Small Business Funding

June 2nd, 2020 by admin Leave a reply »

If you read this headline and thought, “I don’t need business funding because…

* I work out of my house.
* I only work part-time.
* We just have a mom-and-pop operation.
* It’s just me and I don’t have any employees.

Incorporating takes money. I can open a DBA business with a checking account and a business license. I don’t need to spend the extra cash.

You thought one of the many reasons small business owners give to business consultants and financial advisors when they are asked why they have not established business credit. The plain fact is that almost every small business – one-man show, mom-and-pop, hobby that pays money – whatever you want to call it, can benefit by its business profile. This means it benefits you, the small business owner the most!

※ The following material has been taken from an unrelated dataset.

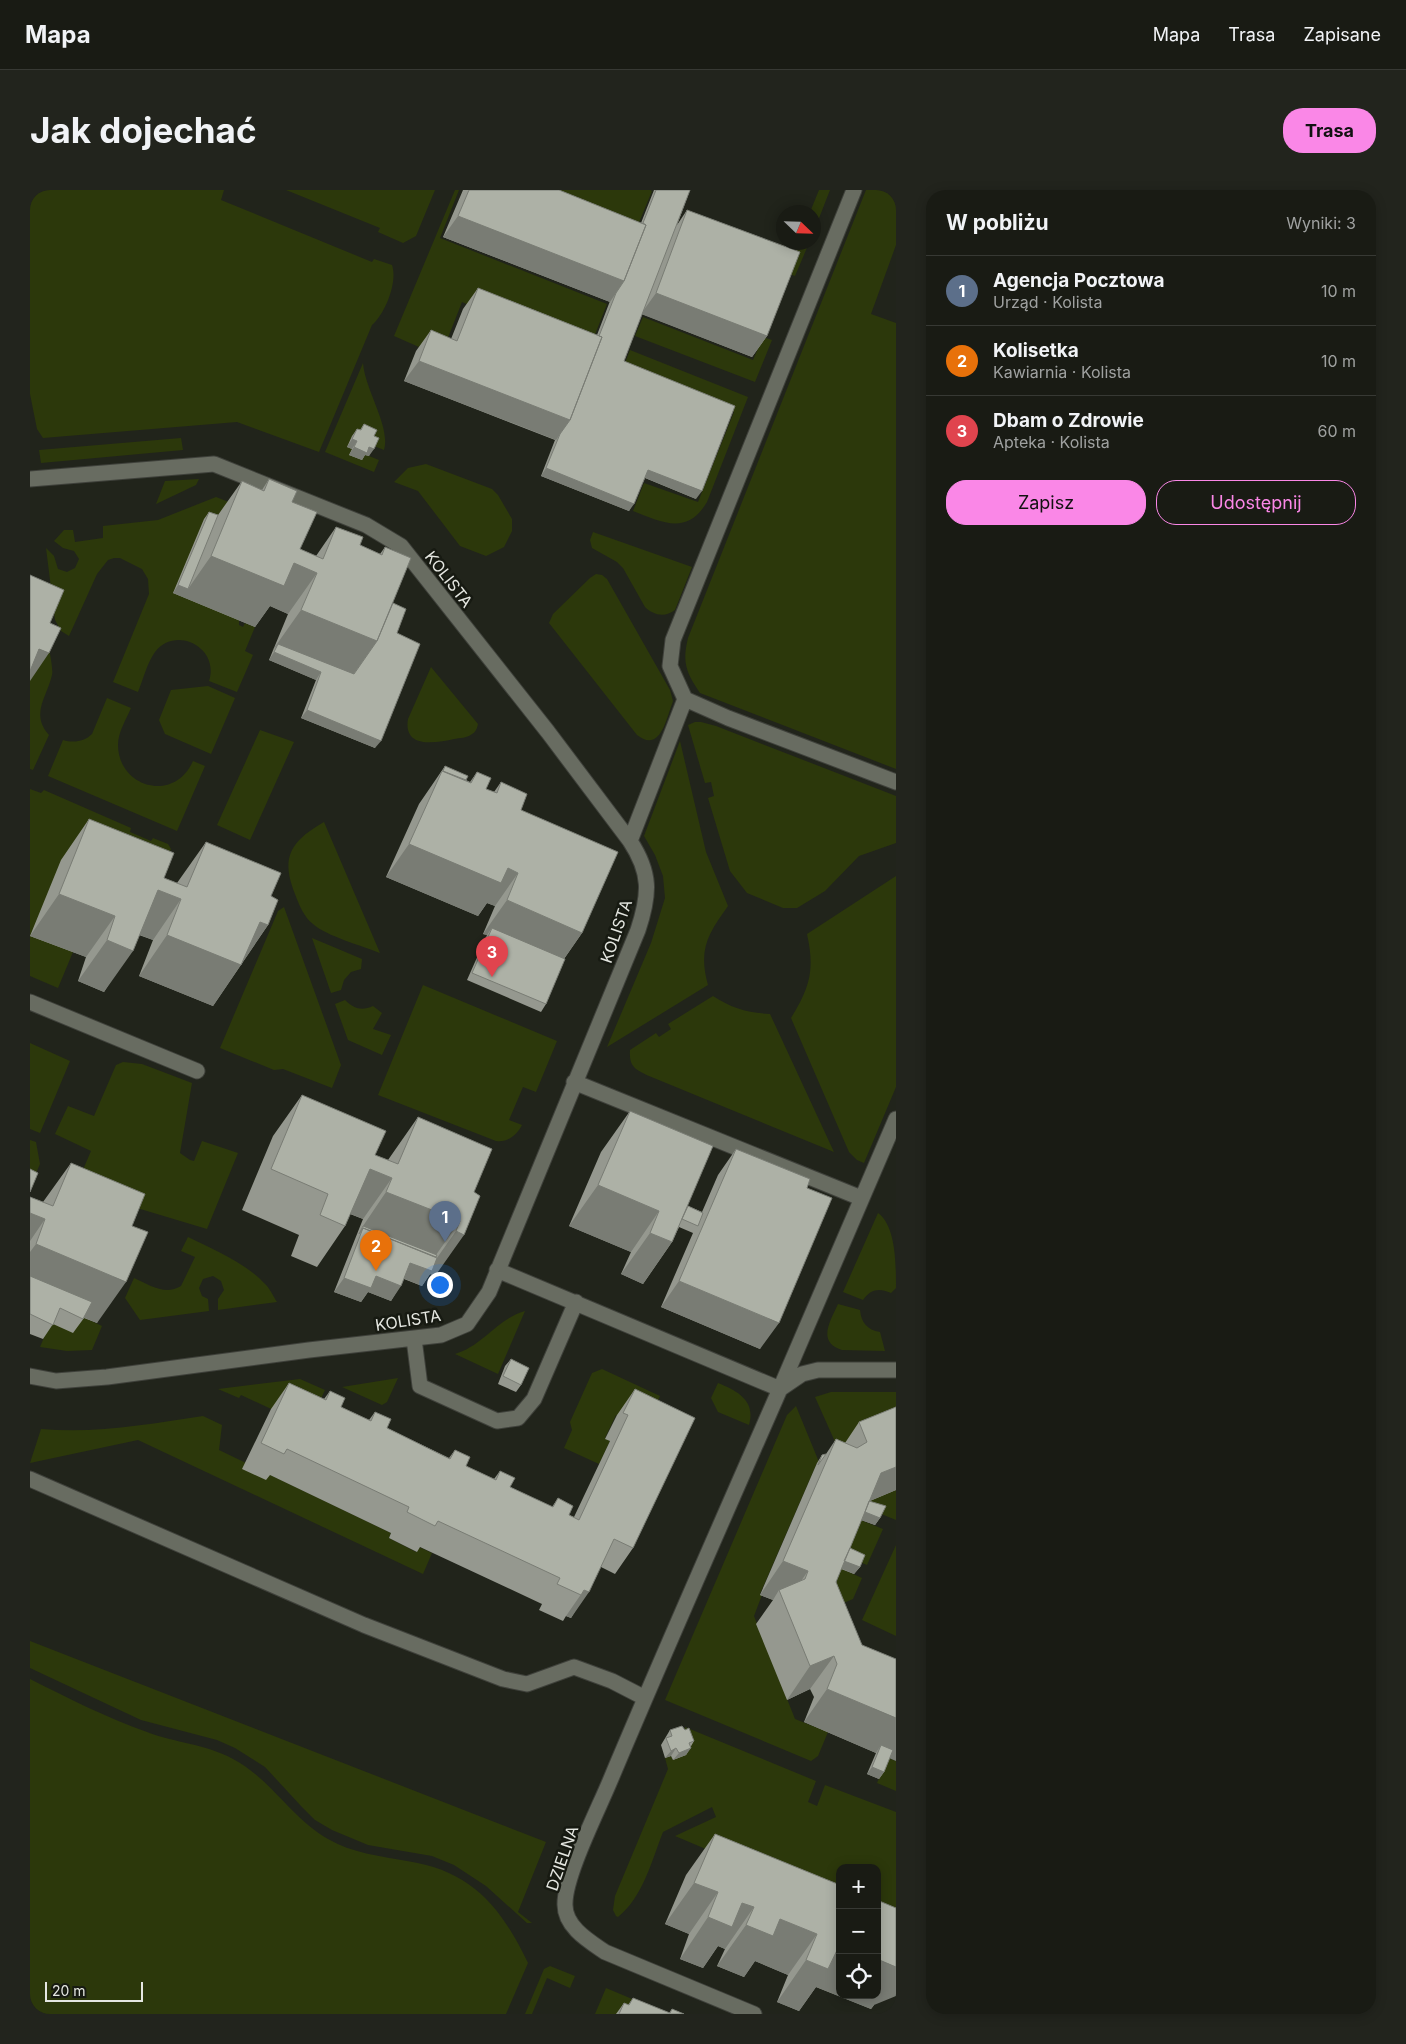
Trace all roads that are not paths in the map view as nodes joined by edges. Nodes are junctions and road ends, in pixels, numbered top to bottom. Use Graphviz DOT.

Establishing a business prfile is relatively easy and can afford you, and your small business, many benefits right now. Pre-established business lines can help your business (and you!) survive a rough patch or finance the growth of your company in ways you did not think possible before.

Three basic steps will get you on your way to establishing a working capital line:

1. Become a legal business entity. Incorporate your business as a standard corporation (C- or S-), or a limited-liability corporation (LLC), or other incorporation.

2. Make sure you have a business phone at your business address. Banks compare the information you give them with the national 411 directory. Calling 411 is an easy way to verify you are listed correctly.

3. Establish vendor credit. If you make a product, this is easy. Develop lines with at least your top five material suppliers. If you do not “make” anything, you can still develop a line of credit with your office supply store(s), cell phone company, and other business service providers. Cars can and should be purchased or leased by your business, if you can qualify at this point. Office equipment and other equipment can also be leased or purchased to build vendor credit.

Now you have the basics to start expanding your working capital line. Apply for a credit card using only your business’s credit information. This means using all business information for credit references, too.

After you have a couple of business cards, you can start looking for other small business funding options. Opening a business line with your current bank or other lender is a good next step. This will strengthen your credit and allow you to borrow even more money in the future. And remember if done correctly these business lines of credit will not show up on your personal credit reports. Building good business credit can put $30,000, $100,000, or more into your business. A few years from now, your current small business may not be so small at all.